The Clinton Administration threatened American national security with its casual, even callous attitude to the CIA. George Tenet’s four predecessors barely spent a combined five years as DCI. Tenet was a default choice, casually promoted, a Beltway apparatchik, the staff director of the Senate Intelligence Committee, more schmoozer than spy. Internecine turf battles among America’s multiple intelligence agencies were easily exploited by foreign powers and middlemen. For instance, Rumsfeld’s Pentagon ran a de facto rival intelligence service that spoon-fed dubious data from the Mossad to the Bush White House, including the self-serving, phony linkage between Saddam and Al Qaeda. The DIA paid Ahmed Chalabi $350,000 a month while Tenet’s CIA concluded that the disgraced owner of the failed Petra Bank, convicted and sentenced to 22 years of jail by a Jordanian court, had no real support base in Iraq. In fact, Tenet was stunned when Chalabi showed up in Baghdad in a US Army C-130 plane despite the vocal opposition of the Agency and State. With such vivid examples of bureaucratic ineptitude, strategic myopia and woeful ignorance of the Islamic world, I am no longer surprised by the CIA’s monumental intelligence failures in Pahlavi Iran, 9/11, the invasion of Kuwait and the Iraqi civil war.

Tenet’s book reveals the James Bond dimension in the secret game of nations. He describes teams of Dari and Farsi speaking CIA agents who roamed the Afghan provinces on horseback with millions of dollar banknotes in cash, offering Pakhtun tribal chieftains the choice between money, guns, grain, even horse saddles if they abandoned the Taliban or a 2000 pound laser guided bomb if they did not. He describes how the CIA penetrated and tagged Dr AQ Khan’s international nuclear component smuggling network and now he himself acted as General Musharraf’s case officer in New York and Islamabad. Musharraf’s subsequent purge of the ISI and the military high command was instigated by the CIA.

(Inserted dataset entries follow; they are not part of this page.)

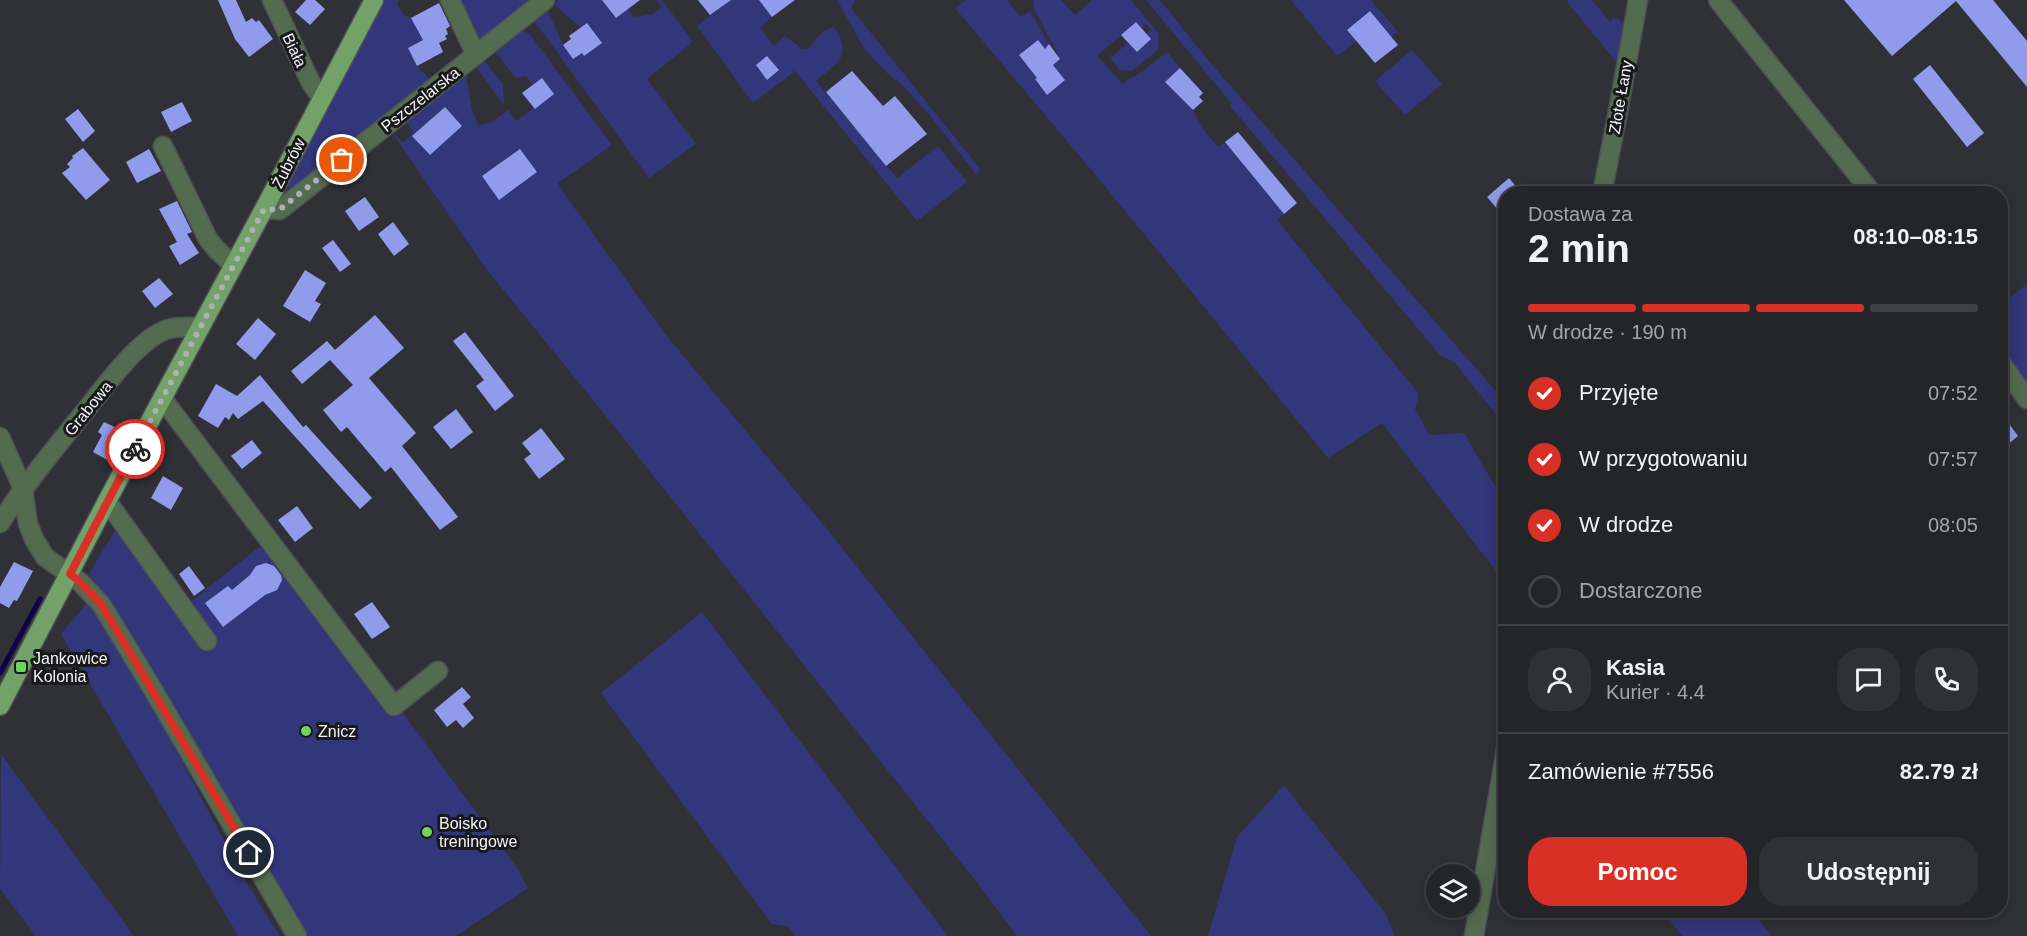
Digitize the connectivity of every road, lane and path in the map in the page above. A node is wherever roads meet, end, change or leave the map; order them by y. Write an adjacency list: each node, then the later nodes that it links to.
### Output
1 (272, 0): 8 (street, Biała)
2 (374, 0): 8 (main road, Żubrów)
3 (450, 0): 7 (street)
4 (545, 0): 7 (street, Pszczelarska)
5 (1638, 0): 10 (street, Złote Łany)
6 (1718, 0): 11 (street)
7 (476, 55): 12 (street, Pszczelarska)
8 (322, 98): 12 (main road, Żubrów)
9 (164, 146): 13 (street)
10 (1603, 186)
11 (1867, 186)
12 (264, 209): 13 (main road, Żubrów)
13 (233, 265): 14 (main road, Żubrów)
14 (199, 327): 16 (main road, Żubrów); 19 (street, Grabowa)
15 (2008, 373): 17 (street)
16 (162, 398): 20 (main road, Żubrów); 24 (street)
17 (2027, 399)
18 (0, 437): 19 (street)
19 (23, 489): 21 (street, Grabowa); 22 (street)
20 (107, 501): 22 (main road, Żubrów); 23 (street)
21 (0, 523)
22 (70, 574): 25 (main road, Żubrów); 27 (street)
23 (207, 641)
24 (438, 670)
25 (0, 706)
26 (1498, 796): 28 (street)
27 (297, 936)
28 (1474, 936)

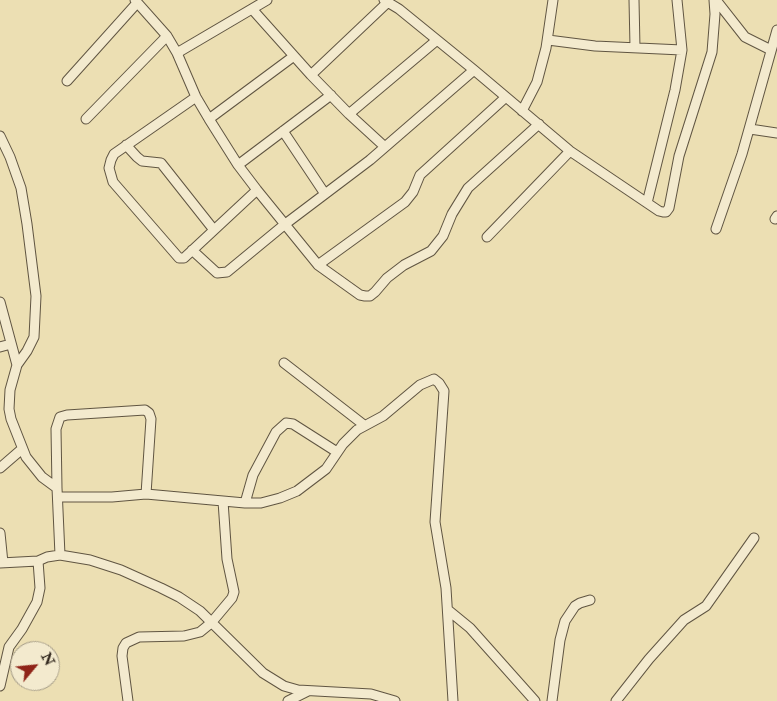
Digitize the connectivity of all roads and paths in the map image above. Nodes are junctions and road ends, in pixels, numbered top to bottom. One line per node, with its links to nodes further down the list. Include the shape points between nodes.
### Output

Tenet describes Colonel Gaddafi’s volte-face on Libyan WMDs with secret meetings in European luxury hotels and desert campfires. He describes the ghastly ease with which a terrorist group could acquire and detonate a nuclear warhead in an American city. He alludes to “enhanced interrogation techniques” that persuaded captured Taliban and Al Qaeda bosses to break, to pinpoint safe houses, sleeper cells, camps and terrorist networks. The Predator drone has emerged as the CIA’s aerial assassin all too successfully in Yemen, the Bajour Agency and the villages of Afghanistan. Incredibly, the CIA’s counter terrorism head is a certain Mr Ben Bonk. Tenet’s book confirmed my nagging belief. The only thing more dangerous than being America’s enemy in the Middle East is to be its friend.